Manhunt: Who was Sanford Conover? What Happened to Him?

Apple TV+’s historical drama series, ‘Manhunt,’ takes the audience to the year 1865, focusing on the events surrounding Abraham Lincoln’s assassination. With the search for John Wilkes Booth picking pace, the media becomes an important part of the arsenal of the authorities to employ against Booth and his accomplices. A journalist named Sanford Conover is first on the scene and soon becomes an important part of the story as he digs into Booth’s connection with the Confederate Secret Service. He is given this task by one of the men in charge of investigating and catching Booth. But with time, it turns out there is more to Conover than meets the eye. Who was he really, and what happened to him? SPOILERS AHEAD

Sanford Conover was a Conman With Many Aliases

The man introduced as Sanford Conover in ‘Manhunt’ isn’t exactly Sanford Conover. In fact, this is one of the many aliases he used over the years. His real name was Charles Dunham (though this may have been another alias), and he appeared in many roles throughout the years, ranging from journalist to spy. Reportedly, he had more than ten different identities and used them for different purposes. What he is most remembered for is his role in bringing false witnesses to testify against the accused in Lincoln’s assassination.
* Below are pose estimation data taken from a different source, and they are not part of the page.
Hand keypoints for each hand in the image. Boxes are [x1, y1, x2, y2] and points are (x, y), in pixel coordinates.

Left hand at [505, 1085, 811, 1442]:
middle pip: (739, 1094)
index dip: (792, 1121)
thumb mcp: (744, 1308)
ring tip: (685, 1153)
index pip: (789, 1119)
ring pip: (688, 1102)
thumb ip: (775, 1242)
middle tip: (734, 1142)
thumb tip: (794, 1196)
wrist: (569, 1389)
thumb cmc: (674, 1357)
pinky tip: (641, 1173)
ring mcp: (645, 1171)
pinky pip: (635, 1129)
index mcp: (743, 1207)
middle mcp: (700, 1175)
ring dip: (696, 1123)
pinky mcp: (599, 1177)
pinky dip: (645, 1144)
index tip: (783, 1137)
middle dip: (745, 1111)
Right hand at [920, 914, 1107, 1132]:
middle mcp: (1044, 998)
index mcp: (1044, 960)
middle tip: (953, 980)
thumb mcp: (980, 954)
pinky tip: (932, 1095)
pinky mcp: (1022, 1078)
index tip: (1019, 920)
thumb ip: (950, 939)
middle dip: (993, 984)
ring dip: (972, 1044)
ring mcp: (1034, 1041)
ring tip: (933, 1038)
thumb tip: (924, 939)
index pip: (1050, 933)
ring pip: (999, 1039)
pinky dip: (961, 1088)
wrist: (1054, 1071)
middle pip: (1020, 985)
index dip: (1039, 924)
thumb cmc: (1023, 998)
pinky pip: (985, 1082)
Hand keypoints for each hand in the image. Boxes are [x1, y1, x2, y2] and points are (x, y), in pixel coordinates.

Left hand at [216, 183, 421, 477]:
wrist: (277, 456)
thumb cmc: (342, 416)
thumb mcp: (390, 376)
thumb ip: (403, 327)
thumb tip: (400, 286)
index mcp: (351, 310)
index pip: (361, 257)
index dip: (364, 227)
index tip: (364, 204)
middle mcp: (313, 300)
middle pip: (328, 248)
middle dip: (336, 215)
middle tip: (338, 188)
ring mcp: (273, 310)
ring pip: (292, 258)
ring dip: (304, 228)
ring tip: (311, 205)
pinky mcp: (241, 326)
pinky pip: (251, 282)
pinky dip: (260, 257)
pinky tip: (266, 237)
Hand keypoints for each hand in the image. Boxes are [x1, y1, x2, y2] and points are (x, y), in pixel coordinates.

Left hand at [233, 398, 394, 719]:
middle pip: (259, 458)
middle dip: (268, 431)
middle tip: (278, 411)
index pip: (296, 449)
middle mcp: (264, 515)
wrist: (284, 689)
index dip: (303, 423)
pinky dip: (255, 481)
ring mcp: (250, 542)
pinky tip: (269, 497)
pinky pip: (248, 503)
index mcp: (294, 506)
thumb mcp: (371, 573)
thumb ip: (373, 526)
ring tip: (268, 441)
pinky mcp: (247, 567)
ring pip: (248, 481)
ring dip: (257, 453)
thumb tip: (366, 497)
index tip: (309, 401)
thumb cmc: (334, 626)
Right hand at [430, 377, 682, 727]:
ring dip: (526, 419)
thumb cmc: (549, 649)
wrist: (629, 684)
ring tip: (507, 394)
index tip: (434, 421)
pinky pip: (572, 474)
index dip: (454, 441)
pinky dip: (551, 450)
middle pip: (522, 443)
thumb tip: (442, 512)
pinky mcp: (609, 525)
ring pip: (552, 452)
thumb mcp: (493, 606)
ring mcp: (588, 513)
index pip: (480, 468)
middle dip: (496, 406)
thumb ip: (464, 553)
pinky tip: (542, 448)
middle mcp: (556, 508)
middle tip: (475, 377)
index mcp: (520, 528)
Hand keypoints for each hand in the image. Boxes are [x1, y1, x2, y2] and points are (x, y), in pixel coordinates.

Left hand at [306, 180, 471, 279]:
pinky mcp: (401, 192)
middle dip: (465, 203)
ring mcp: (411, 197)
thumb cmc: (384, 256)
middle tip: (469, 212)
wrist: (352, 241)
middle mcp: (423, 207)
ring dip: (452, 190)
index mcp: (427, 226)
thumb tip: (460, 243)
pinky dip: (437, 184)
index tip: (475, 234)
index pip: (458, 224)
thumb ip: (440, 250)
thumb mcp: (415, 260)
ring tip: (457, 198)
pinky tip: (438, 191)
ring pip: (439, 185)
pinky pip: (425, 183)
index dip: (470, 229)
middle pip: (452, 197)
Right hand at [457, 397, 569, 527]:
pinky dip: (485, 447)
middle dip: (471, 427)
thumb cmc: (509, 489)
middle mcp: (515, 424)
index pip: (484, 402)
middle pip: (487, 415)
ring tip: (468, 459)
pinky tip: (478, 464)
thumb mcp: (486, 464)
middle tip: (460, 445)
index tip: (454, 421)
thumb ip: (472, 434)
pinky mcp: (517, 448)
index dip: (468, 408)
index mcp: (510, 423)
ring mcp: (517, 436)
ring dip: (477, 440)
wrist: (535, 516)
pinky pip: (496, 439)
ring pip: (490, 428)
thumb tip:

Conover testified in court that he had seen Booth and John Surratt in Canada with Confederate agents, proving that they had plotted the President’s assassination and planned to topple the government after the Civil War. Another witness he had brought in was a man named James Merritt, who later retracted his words in court, saying that he had committed perjury because Conover had paid him and another man, Richard Montgomery, to lie to the authorities.

By the time the truth about his lies came to light, Conover had moved to Canada and taken over the alias of James Wallace. However, when caught in his lie, he claimed that a man named Conover had pretended to be him and lied in front of the court. He claimed he was no one but Wallace and had been wronged by Conover, even going as far as to offer a reward of $500 to catch Conover and bring him to justice. There, Wallace claimed never to have met with Confederate agents or to have seen Booth and his accomplices in Canada. Still, he was arrested, though he was later arranged to be released and brought back to the US to be questioned about his lies.

This wasn’t the first time that Conover had been caught in a lie. He had started out as a lawyer. In 1863, he traveled to the South but was arrested by the Confederates under the suspicion of being a spy. However, he found a way out of his predicament by coming up with a story about how he wanted to bring together the Northerners who wanted to join the South in the Civil War. Though his lies didn’t get him very far, he was eventually sent back to the North. Once in the safe territory, he found work in journalism and started working for three newspapers at the same time.

He is believed to have written for the likes of the New York Herald and The New York Tribune. Reportedly, he would write an article in one newspaper and then write another article in another newspaper, countering his first article. He also reported about the rumors, especially surrounding the Confederates, which made things more tense in an already volatile environment of the country. Through his articles, he was also found to have worked towards the impeachment of Andrew Johnson, and he later wrote in Johnson’s favor, exposing his enemies!

A life full of lies is bound to catch up eventually, and Dunham was convicted of lying to the authorities. In 1866, he was sentenced to ten years in prison. He spent two years in jail in Albany but was pardoned by Andrew Johnson in 1869. Following this, Conover, aka Wallace, aka Dunham, retreated into the shadows. If he had spent his life spinning any more lies, it would not have come to the public’s attention, and he died sometime around the turn of the century in 1900.